Mundo
Iraniana vencedora do Nobel está ‘entre a vida e a morte’ após ser hospitalizada
Narges Mohammadi estava presa quando sofreu supostos ataques cardíacos, segundo as autoridades do Irã, e está em um hospital
A iraniana vencedora do Nobel da Paz Narges Mohammadi, presa no Irã desde dezembro, luta pela vida após ser hospitalizada há cinco dias com um problema cardíaco, disseram seus apoiadores em Paris nesta terça-feira 5.
Narges Mohammadi, de 54 anos e cujo ativismo de mais de duas décadas foi reconhecido com o Prêmio Nobel da Paz em 2023, foi presa em 12 de dezembro em Mashhad (leste do Irã) após criticar as autoridades religiosas iranianas durante um funeral.

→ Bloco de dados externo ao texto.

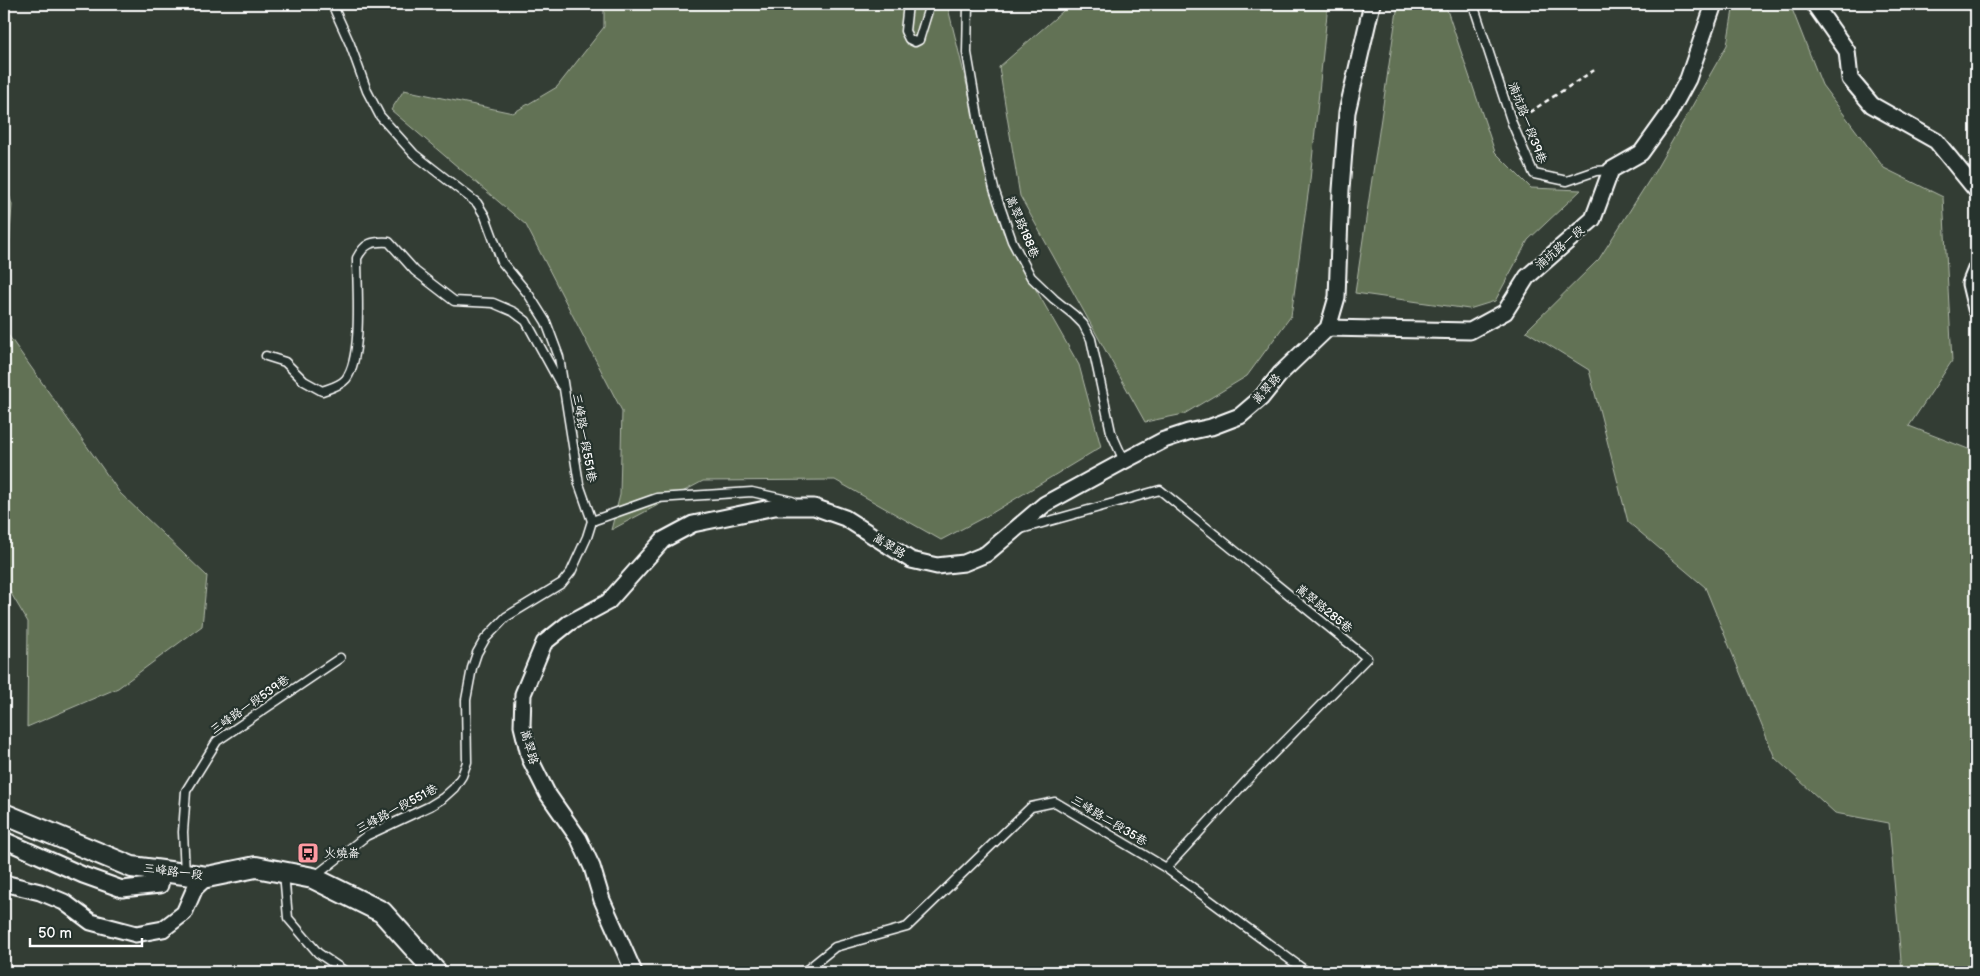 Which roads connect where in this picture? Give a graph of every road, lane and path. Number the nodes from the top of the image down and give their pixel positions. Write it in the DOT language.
graph roads {
  1 [pos="332,4"];
  2 [pos="908,4"];
  3 [pos="930,4"];
  4 [pos="968,4"];
  5 [pos="1372,4"];
  6 [pos="1473,4"];
  7 [pos="1714,4"];
  8 [pos="1814,4"];
  9 [pos="1596,69"];
  10 [pos="1512,123"];
  11 [pos="1611,170"];
  12 [pos="1976,190"];
  13 [pos="1976,270"];
  14 [pos="1976,309"];
  15 [pos="1328,328"];
  16 [pos="266,356"];
  17 [pos="564,391"];
  18 [pos="1124,461"];
  19 [pos="814,507"];
  20 [pos="592,522"];
  21 [pos="1012,531"];
  22 [pos="340,658"];
  23 [pos="4,814"];
  24 [pos="4,840"];
  25 [pos="1166,868"];
  26 [pos="284,871"];
  27 [pos="162,872"];
  28 [pos="185,875"];
  29 [pos="207,877"];
  30 [pos="313,878"];
  31 [pos="4,883"];
  32 [pos="346,972"];
  33 [pos="436,972"];
  34 [pos="634,972"];
  35 [pos="804,972"];
  36 [pos="1307,972"];
  1 -- 17 [label="lane, 三峰路一段551巷"];
  2 -- 3 [label="lane"];
  4 -- 18 [label="lane, 嵩翠路188巷"];
  5 -- 15 [label="street, 嵩翠路"];
  6 -- 10 [label="lane, 湳坑路一段39巷"];
  7 -- 11 [label="street"];
  8 -- 12 [label="street"];
  9 -- 10 [label="path"];
  10 -- 11 [label="lane, 湳坑路一段39巷"];
  11 -- 15 [label="street, 湳坑路一段"];
  13 -- 14 [label="street"];
  15 -- 18 [label="street, 嵩翠路"];
  16 -- 17 [label="lane"];
  17 -- 20 [label="lane, 三峰路一段551巷"];
  18 -- 21 [label="street, 嵩翠路"];
  19 -- 20 [label="lane"];
  19 -- 21 [label="street, 嵩翠路"];
  19 -- 34 [label="street, 嵩翠路"];
  20 -- 30 [label="lane, 三峰路一段551巷"];
  21 -- 25 [label="lane, 嵩翠路285巷"];
  22 -- 28 [label="lane, 三峰路一段539巷"];
  23 -- 27 [label="street, 三峰路一段"];
  24 -- 27 [label="street"];
  25 -- 35 [label="lane, 三峰路二段35巷"];
  25 -- 36 [label="lane, 三峰路二段35巷"];
  26 -- 29 [label="street, 三峰路一段"];
  26 -- 30 [label="street, 三峰路一段"];
  26 -- 32 [label="lane"];
  27 -- 28 [label="street, 三峰路一段"];
  28 -- 29 [label="street, 三峰路一段"];
  29 -- 31 [label="street"];
  30 -- 33 [label="street, 三峰路一段"];
}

“Não estamos lutando apenas pela liberdade de Narges, estamos lutando para que seu coração continue batendo”, disse sua advogada, Chirinnne Ardakani, em uma coletiva de imprensa, acrescentando que ela está “entre a vida e a morte”.

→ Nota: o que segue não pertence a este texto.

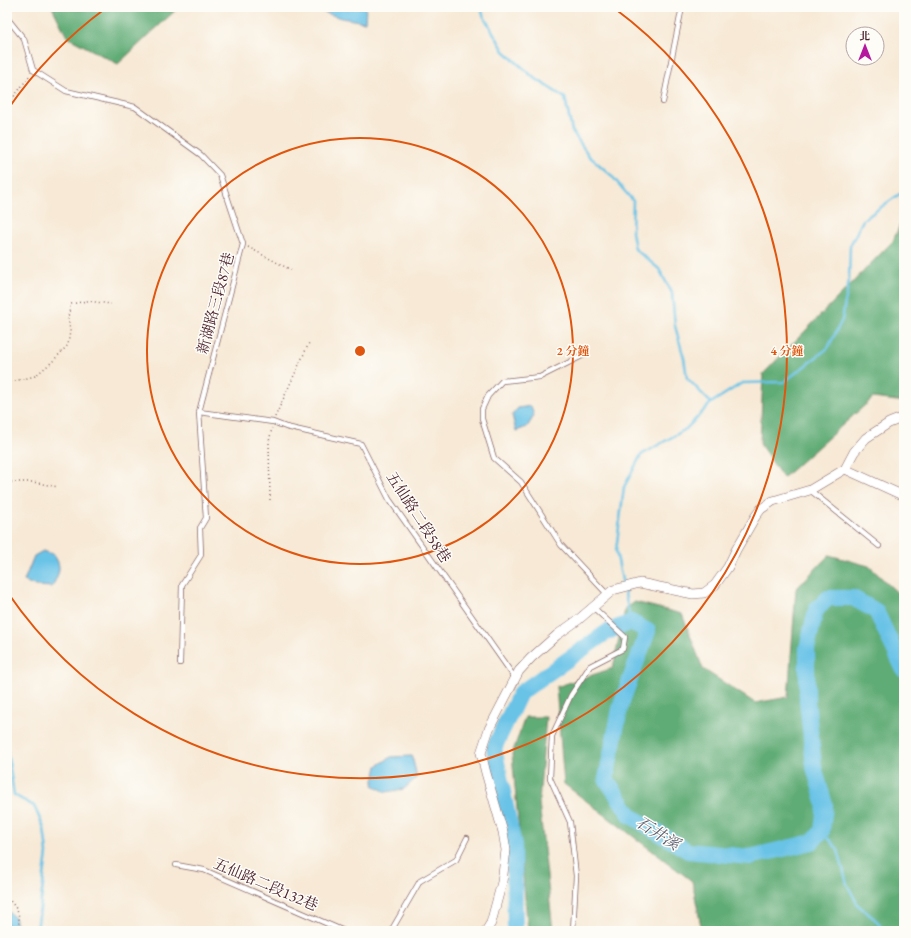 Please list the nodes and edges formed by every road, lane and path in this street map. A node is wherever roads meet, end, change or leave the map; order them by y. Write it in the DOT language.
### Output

“Nunca tememos tanto pela vida de Narges; a qualquer momento corremos o risco de perdê-la”, acrescentou Ardakani durante uma coletiva de imprensa realizada por seu comitê de apoio em Paris.
Seus apoiadores exigem a libertação há semanas para que ela possa ser tratada por sua equipe médica em Teerã devido ao seu “estado crítico”. Segundo eles, ela perdeu cerca de 20 quilos na prisão.
Mohammadi sofreu dois supostos ataques cardíacos em 24 de março e 1º de maio na prisão de Zanyan, no norte do Irã, de onde foi transferida para um hospital próximo, segundo seus apoiadores.
Agora, ela passa por uma “deterioração sem precedentes” de sua saúde, alertou Ardakani.
“É a primeira vez que dizemos que ela está entre a vida e a morte”, enfatizou Jonathan Dagher, da Repórteres Sem Fronteiras (RSF), que também faz parte do grupo de apoio. “Precisamos agir antes que seja tarde demais”, acrescentou.
Mohammadi, cujo marido e dois filhos adolescentes vivem em Paris, foi presa e julgada repetidamente por mais de 25 anos por seu ativismo contra a pena de morte e o uso obrigatório do hijab no Irã.
Em fevereiro, ela recebeu uma nova sentença de seis anos por colocar em risco a segurança nacional e mais um ano e meio por propaganda contra o sistema islâmico. Ela também iniciou uma greve de fome em protesto contra as condições de sua prisão.